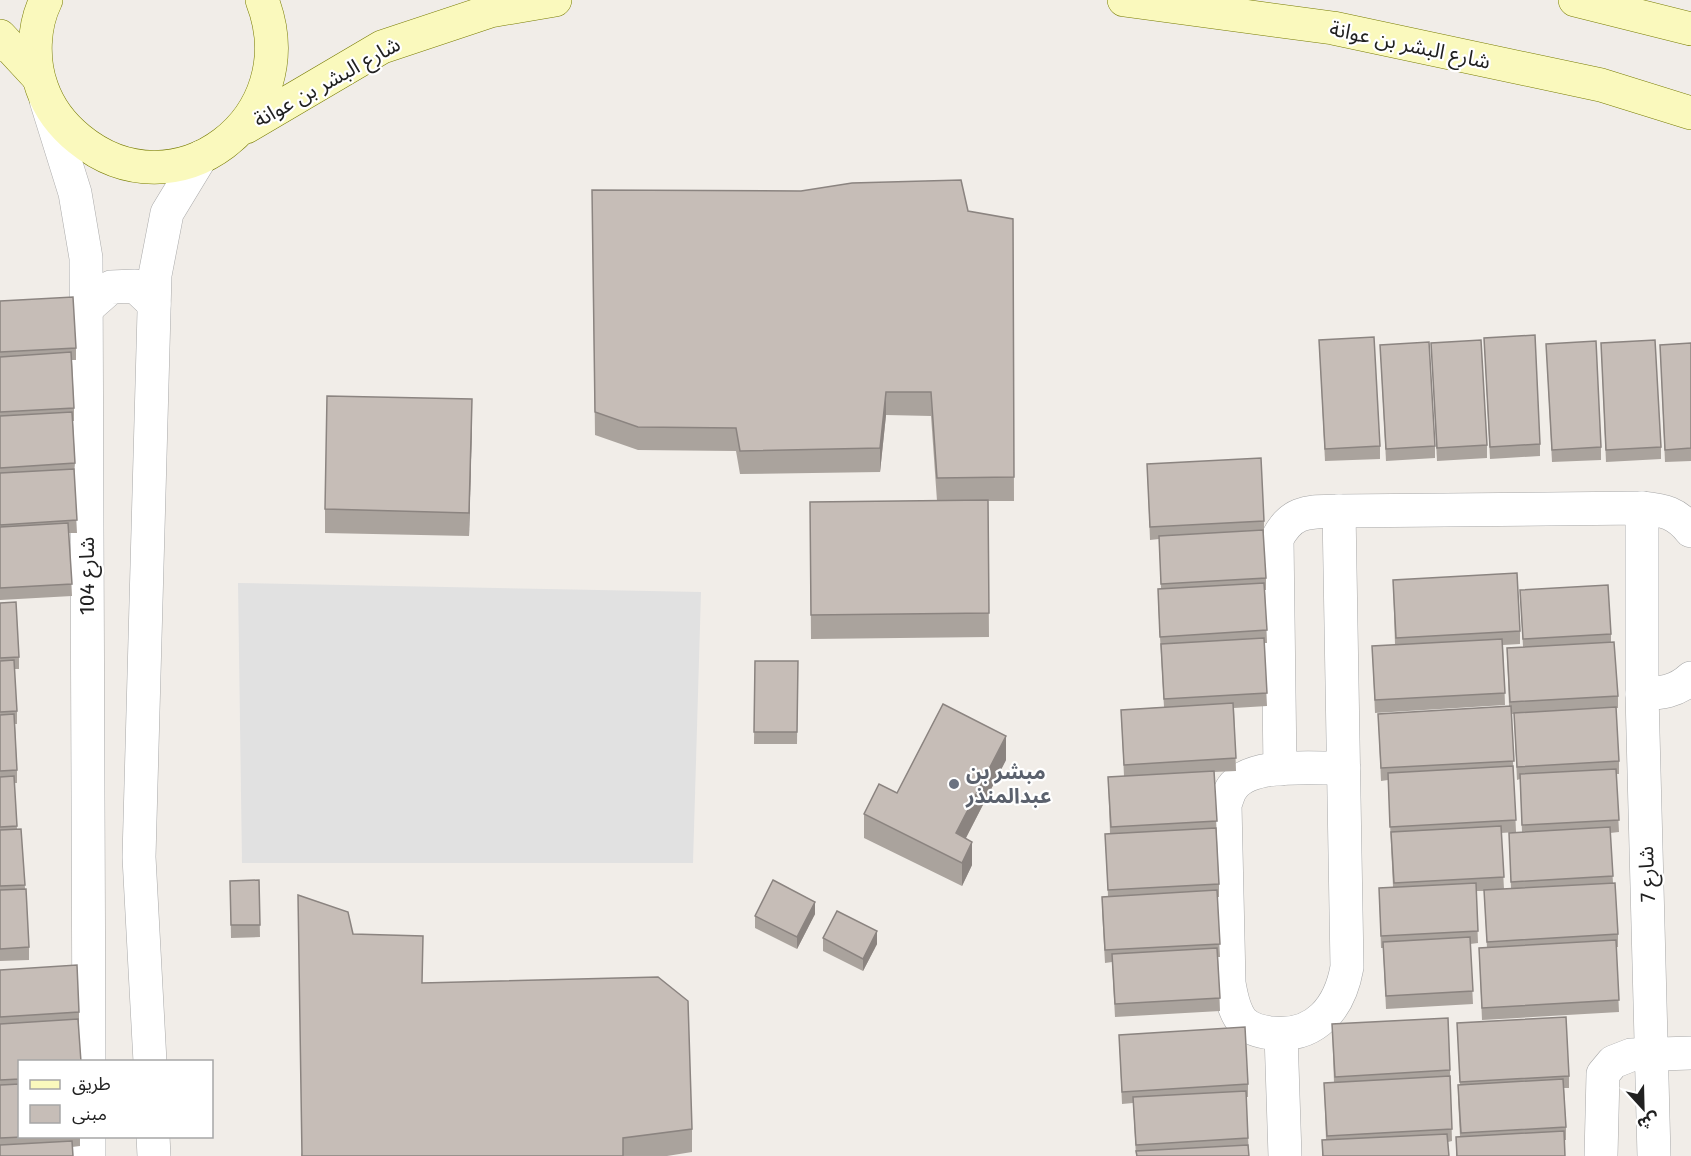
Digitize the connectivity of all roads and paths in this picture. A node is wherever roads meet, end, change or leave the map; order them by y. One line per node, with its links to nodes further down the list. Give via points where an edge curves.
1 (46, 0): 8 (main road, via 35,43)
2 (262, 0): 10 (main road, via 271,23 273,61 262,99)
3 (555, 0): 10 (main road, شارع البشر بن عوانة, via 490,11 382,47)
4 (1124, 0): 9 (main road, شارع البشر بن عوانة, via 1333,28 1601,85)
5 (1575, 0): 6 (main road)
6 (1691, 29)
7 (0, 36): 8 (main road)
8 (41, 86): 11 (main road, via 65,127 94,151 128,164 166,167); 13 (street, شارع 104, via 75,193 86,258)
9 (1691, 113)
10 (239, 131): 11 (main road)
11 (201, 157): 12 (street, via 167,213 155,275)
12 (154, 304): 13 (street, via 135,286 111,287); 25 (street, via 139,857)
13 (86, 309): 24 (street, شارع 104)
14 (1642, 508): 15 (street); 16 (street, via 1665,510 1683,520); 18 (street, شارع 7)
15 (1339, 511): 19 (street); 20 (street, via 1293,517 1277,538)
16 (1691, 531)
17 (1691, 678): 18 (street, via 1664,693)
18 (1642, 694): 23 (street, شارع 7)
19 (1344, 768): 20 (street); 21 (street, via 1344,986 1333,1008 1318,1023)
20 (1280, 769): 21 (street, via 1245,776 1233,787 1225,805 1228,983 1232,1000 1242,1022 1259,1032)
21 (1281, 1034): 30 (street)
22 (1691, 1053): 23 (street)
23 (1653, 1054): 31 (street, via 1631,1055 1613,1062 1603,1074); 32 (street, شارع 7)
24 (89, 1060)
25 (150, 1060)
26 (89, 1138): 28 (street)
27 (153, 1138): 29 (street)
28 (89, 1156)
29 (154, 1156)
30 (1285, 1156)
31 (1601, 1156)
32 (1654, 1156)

■ **ASSIGNMENT**
In the copy, omit the pictures and give every line of the data exactly.

■ **REPLY**
Digitize the connectivity of all roads and paths in this picture. A node is wherever roads meet, end, change or leave the map; order them by y. One line per node, with its links to nodes further down the list. Give via points where an edge curves.
1 (46, 0): 8 (main road, via 35,43)
2 (262, 0): 10 (main road, via 271,23 273,61 262,99)
3 (555, 0): 10 (main road, شارع البشر بن عوانة, via 490,11 382,47)
4 (1124, 0): 9 (main road, شارع البشر بن عوانة, via 1333,28 1601,85)
5 (1575, 0): 6 (main road)
6 (1691, 29)
7 (0, 36): 8 (main road)
8 (41, 86): 11 (main road, via 65,127 94,151 128,164 166,167); 13 (street, شارع 104, via 75,193 86,258)
9 (1691, 113)
10 (239, 131): 11 (main road)
11 (201, 157): 12 (street, via 167,213 155,275)
12 (154, 304): 13 (street, via 135,286 111,287); 25 (street, via 139,857)
13 (86, 309): 24 (street, شارع 104)
14 (1642, 508): 15 (street); 16 (street, via 1665,510 1683,520); 18 (street, شارع 7)
15 (1339, 511): 19 (street); 20 (street, via 1293,517 1277,538)
16 (1691, 531)
17 (1691, 678): 18 (street, via 1664,693)
18 (1642, 694): 23 (street, شارع 7)
19 (1344, 768): 20 (street); 21 (street, via 1344,986 1333,1008 1318,1023)
20 (1280, 769): 21 (street, via 1245,776 1233,787 1225,805 1228,983 1232,1000 1242,1022 1259,1032)
21 (1281, 1034): 30 (street)
22 (1691, 1053): 23 (street)
23 (1653, 1054): 31 (street, via 1631,1055 1613,1062 1603,1074); 32 (street, شارع 7)
24 (89, 1060)
25 (150, 1060)
26 (89, 1138): 28 (street)
27 (153, 1138): 29 (street)
28 (89, 1156)
29 (154, 1156)
30 (1285, 1156)
31 (1601, 1156)
32 (1654, 1156)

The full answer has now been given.